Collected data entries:
______________________________

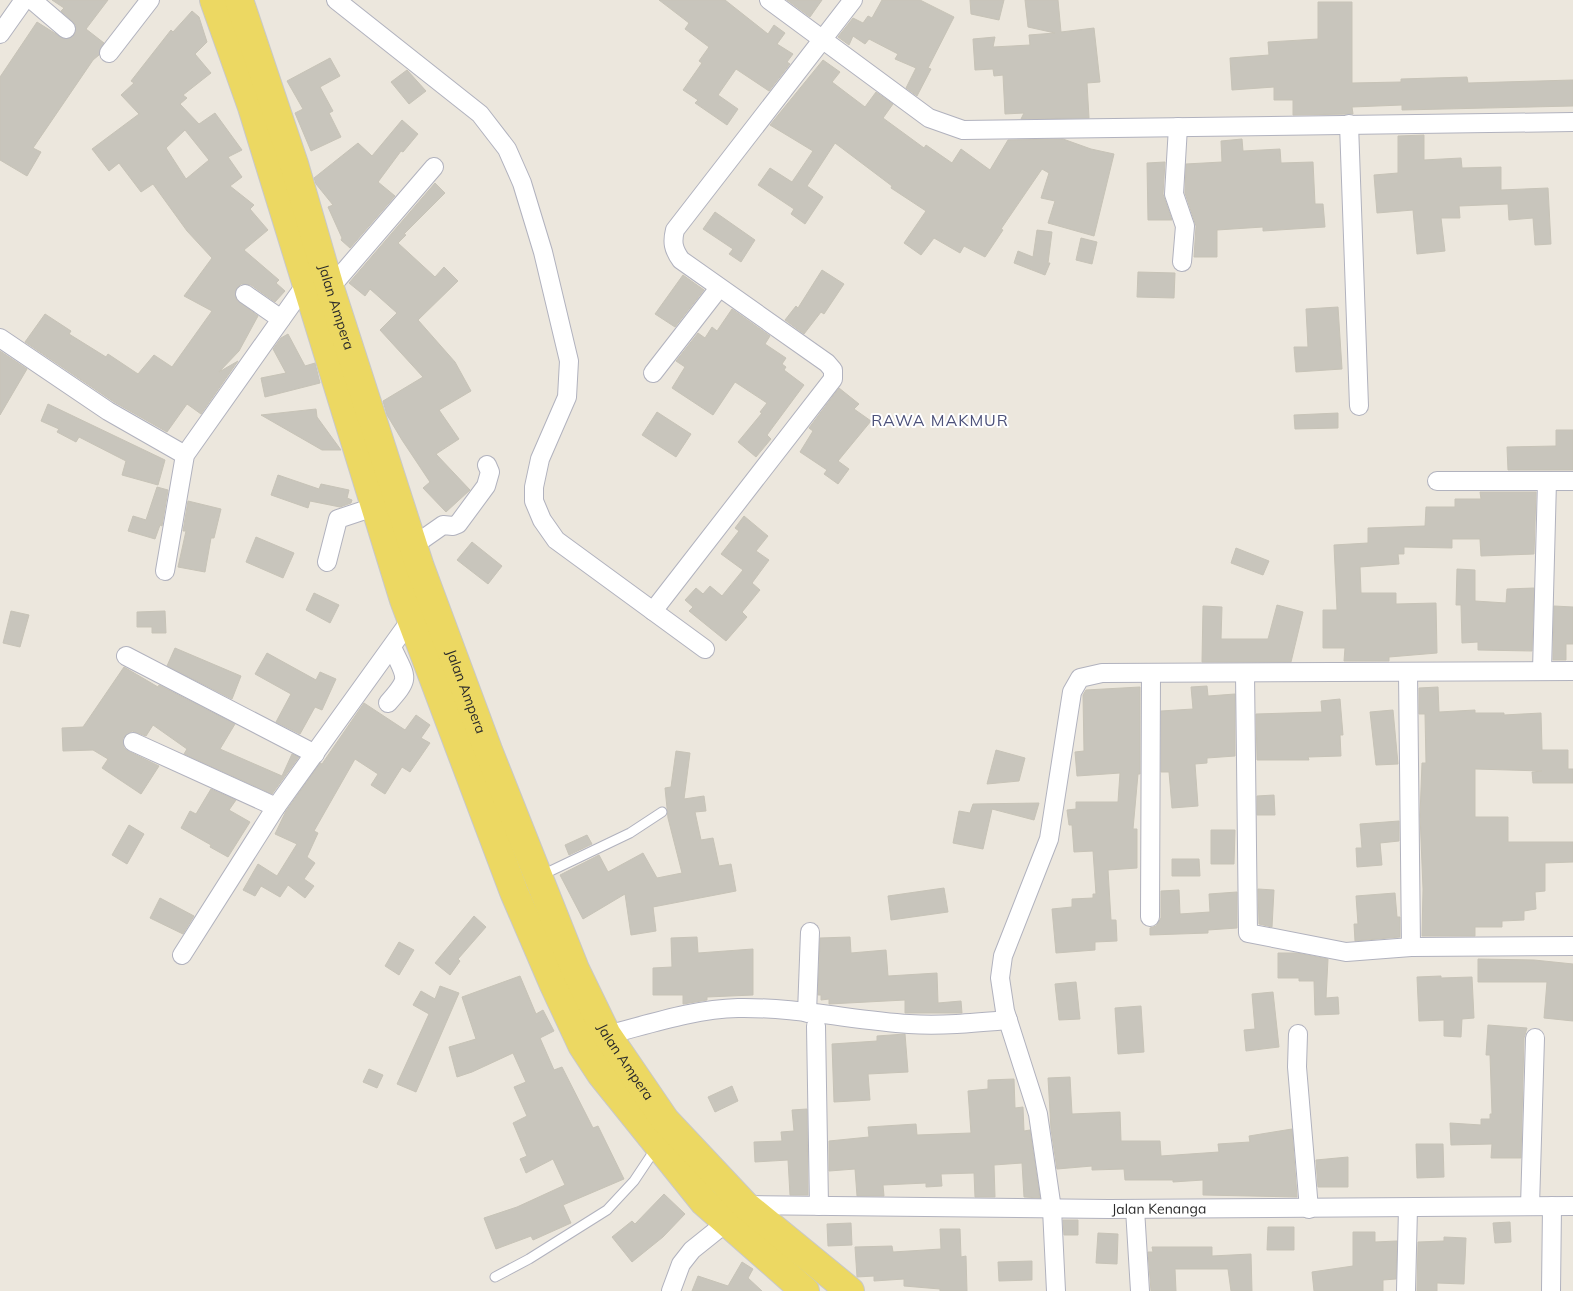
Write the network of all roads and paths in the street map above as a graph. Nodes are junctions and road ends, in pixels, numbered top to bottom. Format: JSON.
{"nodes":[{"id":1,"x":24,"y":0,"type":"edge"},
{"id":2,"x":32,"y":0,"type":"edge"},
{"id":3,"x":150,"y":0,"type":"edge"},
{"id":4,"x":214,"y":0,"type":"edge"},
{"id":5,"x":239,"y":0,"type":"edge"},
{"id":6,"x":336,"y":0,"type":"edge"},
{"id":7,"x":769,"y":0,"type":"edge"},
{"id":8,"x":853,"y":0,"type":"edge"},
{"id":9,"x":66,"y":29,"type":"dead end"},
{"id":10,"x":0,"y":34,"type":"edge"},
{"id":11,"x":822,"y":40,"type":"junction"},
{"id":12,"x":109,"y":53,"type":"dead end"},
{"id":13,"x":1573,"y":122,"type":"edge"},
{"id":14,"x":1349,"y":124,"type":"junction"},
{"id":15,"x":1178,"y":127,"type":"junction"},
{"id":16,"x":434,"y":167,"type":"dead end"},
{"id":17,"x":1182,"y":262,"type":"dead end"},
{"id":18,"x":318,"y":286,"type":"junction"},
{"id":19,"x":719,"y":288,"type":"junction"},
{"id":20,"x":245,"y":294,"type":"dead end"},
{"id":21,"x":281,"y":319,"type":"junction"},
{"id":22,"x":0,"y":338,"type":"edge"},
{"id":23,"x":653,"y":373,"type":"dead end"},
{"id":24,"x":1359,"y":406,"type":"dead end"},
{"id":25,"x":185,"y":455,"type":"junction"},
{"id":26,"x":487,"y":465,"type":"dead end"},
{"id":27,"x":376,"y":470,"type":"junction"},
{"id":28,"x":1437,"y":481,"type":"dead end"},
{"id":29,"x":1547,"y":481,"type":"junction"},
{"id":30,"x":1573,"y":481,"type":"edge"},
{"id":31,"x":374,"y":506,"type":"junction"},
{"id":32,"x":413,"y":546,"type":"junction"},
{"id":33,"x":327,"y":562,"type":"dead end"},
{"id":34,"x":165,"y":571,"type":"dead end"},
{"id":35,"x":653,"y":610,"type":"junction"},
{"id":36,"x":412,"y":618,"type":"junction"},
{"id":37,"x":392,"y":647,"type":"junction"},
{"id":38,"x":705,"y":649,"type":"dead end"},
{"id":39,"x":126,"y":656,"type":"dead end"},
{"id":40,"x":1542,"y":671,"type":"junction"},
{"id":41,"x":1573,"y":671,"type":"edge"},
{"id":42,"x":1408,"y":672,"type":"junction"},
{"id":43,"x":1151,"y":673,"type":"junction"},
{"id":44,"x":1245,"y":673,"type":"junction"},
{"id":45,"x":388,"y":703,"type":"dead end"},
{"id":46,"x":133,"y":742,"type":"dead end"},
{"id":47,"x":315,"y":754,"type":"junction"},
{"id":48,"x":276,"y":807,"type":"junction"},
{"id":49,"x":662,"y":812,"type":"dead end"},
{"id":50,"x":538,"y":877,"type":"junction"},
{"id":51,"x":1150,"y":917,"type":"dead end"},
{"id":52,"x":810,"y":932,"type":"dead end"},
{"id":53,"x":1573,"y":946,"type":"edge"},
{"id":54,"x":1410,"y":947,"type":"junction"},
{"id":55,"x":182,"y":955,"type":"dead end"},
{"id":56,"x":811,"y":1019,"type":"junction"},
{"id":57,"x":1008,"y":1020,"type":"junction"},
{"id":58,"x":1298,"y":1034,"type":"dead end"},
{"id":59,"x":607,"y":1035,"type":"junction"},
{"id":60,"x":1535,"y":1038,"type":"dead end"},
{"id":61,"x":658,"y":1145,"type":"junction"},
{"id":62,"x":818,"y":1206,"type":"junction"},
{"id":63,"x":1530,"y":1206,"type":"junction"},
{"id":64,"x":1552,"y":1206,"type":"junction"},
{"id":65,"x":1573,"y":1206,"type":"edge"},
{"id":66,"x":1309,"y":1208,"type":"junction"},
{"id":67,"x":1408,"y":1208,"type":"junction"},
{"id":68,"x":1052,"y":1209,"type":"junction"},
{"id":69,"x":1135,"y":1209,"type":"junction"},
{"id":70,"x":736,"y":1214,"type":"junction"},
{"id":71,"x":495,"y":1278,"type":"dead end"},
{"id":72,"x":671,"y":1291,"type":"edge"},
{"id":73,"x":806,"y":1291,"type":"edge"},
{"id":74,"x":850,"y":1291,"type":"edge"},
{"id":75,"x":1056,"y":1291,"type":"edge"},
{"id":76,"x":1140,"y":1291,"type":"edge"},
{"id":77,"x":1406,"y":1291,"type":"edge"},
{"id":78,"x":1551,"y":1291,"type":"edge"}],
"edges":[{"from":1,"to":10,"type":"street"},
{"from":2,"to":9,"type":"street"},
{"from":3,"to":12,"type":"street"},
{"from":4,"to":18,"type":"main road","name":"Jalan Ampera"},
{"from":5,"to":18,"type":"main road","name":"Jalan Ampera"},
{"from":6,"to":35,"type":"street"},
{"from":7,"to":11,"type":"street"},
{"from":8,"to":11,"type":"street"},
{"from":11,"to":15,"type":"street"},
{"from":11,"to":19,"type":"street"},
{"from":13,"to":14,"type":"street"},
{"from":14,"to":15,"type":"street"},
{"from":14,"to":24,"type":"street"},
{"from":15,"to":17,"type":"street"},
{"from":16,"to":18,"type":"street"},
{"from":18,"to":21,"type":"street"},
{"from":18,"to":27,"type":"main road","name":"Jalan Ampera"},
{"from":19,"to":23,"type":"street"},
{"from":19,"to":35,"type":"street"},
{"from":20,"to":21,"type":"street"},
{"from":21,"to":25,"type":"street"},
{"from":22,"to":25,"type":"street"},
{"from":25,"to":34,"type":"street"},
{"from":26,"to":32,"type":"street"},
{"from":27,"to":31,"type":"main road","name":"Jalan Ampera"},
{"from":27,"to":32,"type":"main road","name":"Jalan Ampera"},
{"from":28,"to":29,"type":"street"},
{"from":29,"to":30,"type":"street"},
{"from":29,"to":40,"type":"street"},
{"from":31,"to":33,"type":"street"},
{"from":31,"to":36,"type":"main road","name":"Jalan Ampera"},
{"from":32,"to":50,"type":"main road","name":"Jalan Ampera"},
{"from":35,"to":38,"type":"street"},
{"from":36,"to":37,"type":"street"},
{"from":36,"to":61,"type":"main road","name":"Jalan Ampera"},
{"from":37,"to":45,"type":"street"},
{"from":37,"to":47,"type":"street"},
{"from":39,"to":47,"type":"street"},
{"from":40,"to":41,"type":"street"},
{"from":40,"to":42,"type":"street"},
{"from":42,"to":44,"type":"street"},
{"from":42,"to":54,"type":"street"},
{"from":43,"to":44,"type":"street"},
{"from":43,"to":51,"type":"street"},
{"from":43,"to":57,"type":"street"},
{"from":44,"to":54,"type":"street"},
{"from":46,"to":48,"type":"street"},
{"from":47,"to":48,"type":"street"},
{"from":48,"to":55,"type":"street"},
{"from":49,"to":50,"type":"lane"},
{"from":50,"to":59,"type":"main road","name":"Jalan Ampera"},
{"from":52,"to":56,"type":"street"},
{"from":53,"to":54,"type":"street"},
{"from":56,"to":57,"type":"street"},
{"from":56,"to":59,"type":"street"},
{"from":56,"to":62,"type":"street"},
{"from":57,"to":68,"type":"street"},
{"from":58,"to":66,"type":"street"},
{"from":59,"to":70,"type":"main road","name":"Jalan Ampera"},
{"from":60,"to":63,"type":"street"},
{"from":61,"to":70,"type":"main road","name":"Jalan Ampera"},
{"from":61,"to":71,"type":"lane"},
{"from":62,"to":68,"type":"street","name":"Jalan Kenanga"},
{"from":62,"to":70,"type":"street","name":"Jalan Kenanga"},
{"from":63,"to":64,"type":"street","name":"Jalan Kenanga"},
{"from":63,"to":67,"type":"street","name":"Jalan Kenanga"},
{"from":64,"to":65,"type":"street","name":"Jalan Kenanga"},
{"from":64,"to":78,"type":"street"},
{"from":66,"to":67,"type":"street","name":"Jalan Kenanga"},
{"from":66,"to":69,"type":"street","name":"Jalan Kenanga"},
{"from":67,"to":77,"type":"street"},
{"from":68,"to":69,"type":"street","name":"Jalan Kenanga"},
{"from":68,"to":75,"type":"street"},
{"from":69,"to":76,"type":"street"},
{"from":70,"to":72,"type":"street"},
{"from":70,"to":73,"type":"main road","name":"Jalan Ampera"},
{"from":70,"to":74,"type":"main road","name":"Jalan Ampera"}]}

______________________________

Go through the records and pull out each line that includes the word "Kenanga".

{"from":62,"to":68,"type":"street","name":"Jalan Kenanga"},
{"from":62,"to":70,"type":"street","name":"Jalan Kenanga"},
{"from":63,"to":64,"type":"street","name":"Jalan Kenanga"},
{"from":63,"to":67,"type":"street","name":"Jalan Kenanga"},
{"from":64,"to":65,"type":"street","name":"Jalan Kenanga"},
{"from":66,"to":67,"type":"street","name":"Jalan Kenanga"},
{"from":66,"to":69,"type":"street","name":"Jalan Kenanga"},
{"from":68,"to":69,"type":"street","name":"Jalan Kenanga"},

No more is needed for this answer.